Die Beschwerdeführerin hat dem Land Steiermark Aufwendungen in der Höhe von EUR 381,90 binnen zwei Wochen bei sonstiger Exekution zu ersetzen.
Begründung
Mit dem im Instanzenzug ergangenen Bescheid der Steiermärkischen Landesregierung vom 19. Juni 2006 wurde der Beschwerdeführerin für den Zeitraum Februar 2006 bis Juni 2006 Hilfe zur Sicherung des Lebensbedarfs in Höhe von monatlich EUR 266,51, ein Energiekostenbeitrag für den Monat Februar 2006 in Höhe von EUR 43,-- und eine Sonderzahlung für den Monat Juni 2006 in Höhe von EUR 449,10 gewährt. Weiters wurden für den Zeitraum Februar 2006 bis Juni 2006 die Wohnungskosten der Beschwerdeführerin in Höhe von monatlich EUR 89,54 aus Mitteln der Sozialhilfe übernommen. Begründend wurde nach Darstellung des Verfahrensganges und der angewendeten Rechtsvorschriften im Wesentlichen ausgeführt, die Beschwerdeführerin habe um Invaliditätspension angesucht, das Pensionsverfahren laufe. Sie erhalte einen Pensionsvorschuss von EUR 6,67 täglich. Die Beschwerdeführerin habe keine Betreuungspflichten und sei trotz gegebener Arbeitsfähigkeit nicht gewillt, ihre Arbeitskraft zur Sicherung ihres Lebensbedarfs einzusetzen. Mehrmaligen Aufforderungen, ihre Bemühungen um den Erhalt einer Beschäftigung in glaubhafter Form nachzuweisen, sei sie nicht nachgekommen. Als Pensionsvorschussbezieherin werde die Beschwerdeführerin vom Arbeitsmarktservice zwar nicht vermittelt, sie dürfe aber einer geringfügigen Beschäftigung nachgehen. Dies sei ihr auch möglich und zumutbar. Sie sei allerdings dazu nicht bereit, sodass die ihr in Form einer richtsatzgemäßen Geldleistung zu gewährende Sozialhilfe um 10 % zu kürzen gewesen sei.
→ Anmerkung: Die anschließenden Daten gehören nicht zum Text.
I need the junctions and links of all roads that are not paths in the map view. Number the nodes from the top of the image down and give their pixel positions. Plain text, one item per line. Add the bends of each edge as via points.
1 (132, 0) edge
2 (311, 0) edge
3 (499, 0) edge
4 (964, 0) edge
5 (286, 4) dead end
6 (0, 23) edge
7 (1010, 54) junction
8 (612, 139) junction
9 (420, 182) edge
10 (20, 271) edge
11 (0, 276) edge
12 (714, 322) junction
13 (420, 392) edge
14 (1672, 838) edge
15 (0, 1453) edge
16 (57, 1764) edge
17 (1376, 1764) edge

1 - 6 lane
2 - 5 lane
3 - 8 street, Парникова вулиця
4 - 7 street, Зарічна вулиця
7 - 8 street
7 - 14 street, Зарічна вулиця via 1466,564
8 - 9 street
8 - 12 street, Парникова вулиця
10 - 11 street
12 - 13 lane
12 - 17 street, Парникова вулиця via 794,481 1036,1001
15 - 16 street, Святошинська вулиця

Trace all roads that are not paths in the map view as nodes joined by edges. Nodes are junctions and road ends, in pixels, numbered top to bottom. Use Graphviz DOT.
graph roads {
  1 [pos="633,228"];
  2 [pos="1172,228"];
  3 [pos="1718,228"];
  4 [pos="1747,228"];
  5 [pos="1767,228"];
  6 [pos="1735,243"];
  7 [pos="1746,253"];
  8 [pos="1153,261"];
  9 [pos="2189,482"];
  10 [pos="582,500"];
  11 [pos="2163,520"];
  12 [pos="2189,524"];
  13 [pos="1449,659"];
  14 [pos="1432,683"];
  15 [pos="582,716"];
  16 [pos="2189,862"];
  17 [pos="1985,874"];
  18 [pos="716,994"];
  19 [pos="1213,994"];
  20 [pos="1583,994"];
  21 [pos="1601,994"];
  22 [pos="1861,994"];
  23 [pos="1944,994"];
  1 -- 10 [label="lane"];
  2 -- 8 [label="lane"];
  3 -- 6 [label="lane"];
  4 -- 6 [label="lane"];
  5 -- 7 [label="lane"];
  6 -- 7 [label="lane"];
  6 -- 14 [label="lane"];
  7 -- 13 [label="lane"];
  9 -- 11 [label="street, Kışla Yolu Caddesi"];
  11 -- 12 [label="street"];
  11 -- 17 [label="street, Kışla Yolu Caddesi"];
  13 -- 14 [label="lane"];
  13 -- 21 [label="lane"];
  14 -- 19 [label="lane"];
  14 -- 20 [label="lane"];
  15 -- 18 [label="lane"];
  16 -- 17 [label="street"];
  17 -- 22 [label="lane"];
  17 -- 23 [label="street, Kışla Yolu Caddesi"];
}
Gegen diesen Bescheid richtet sich die vorliegende Beschwerde.
Die belangte Behörde legte die Akten des Verwaltungsverfahrens vor und erstattete eine Gegenschrift, in der sie die kostenpflichtige Abweisung der Beschwerde beantragte.
Der Verwaltungsgerichtshof hat erwogen:
Gemäß § 8 Abs. 1 Stmk Sozialhilfegesetz (Stmk SHG) umfasst der Lebensunterhalt den Aufwand für die regelmäßig gegebenen Bedürfnisse zur Führung eines menschenwürdigen Lebens, insbesondere für Nahrung, Unterkunft, Hausrat, Beheizung, Bekleidung und andere persönliche Bedürfnisse, zu denen auch eine angemessene Pflege der Beziehungen zur Umwelt und die Teilnahme am kulturellen Leben gehören.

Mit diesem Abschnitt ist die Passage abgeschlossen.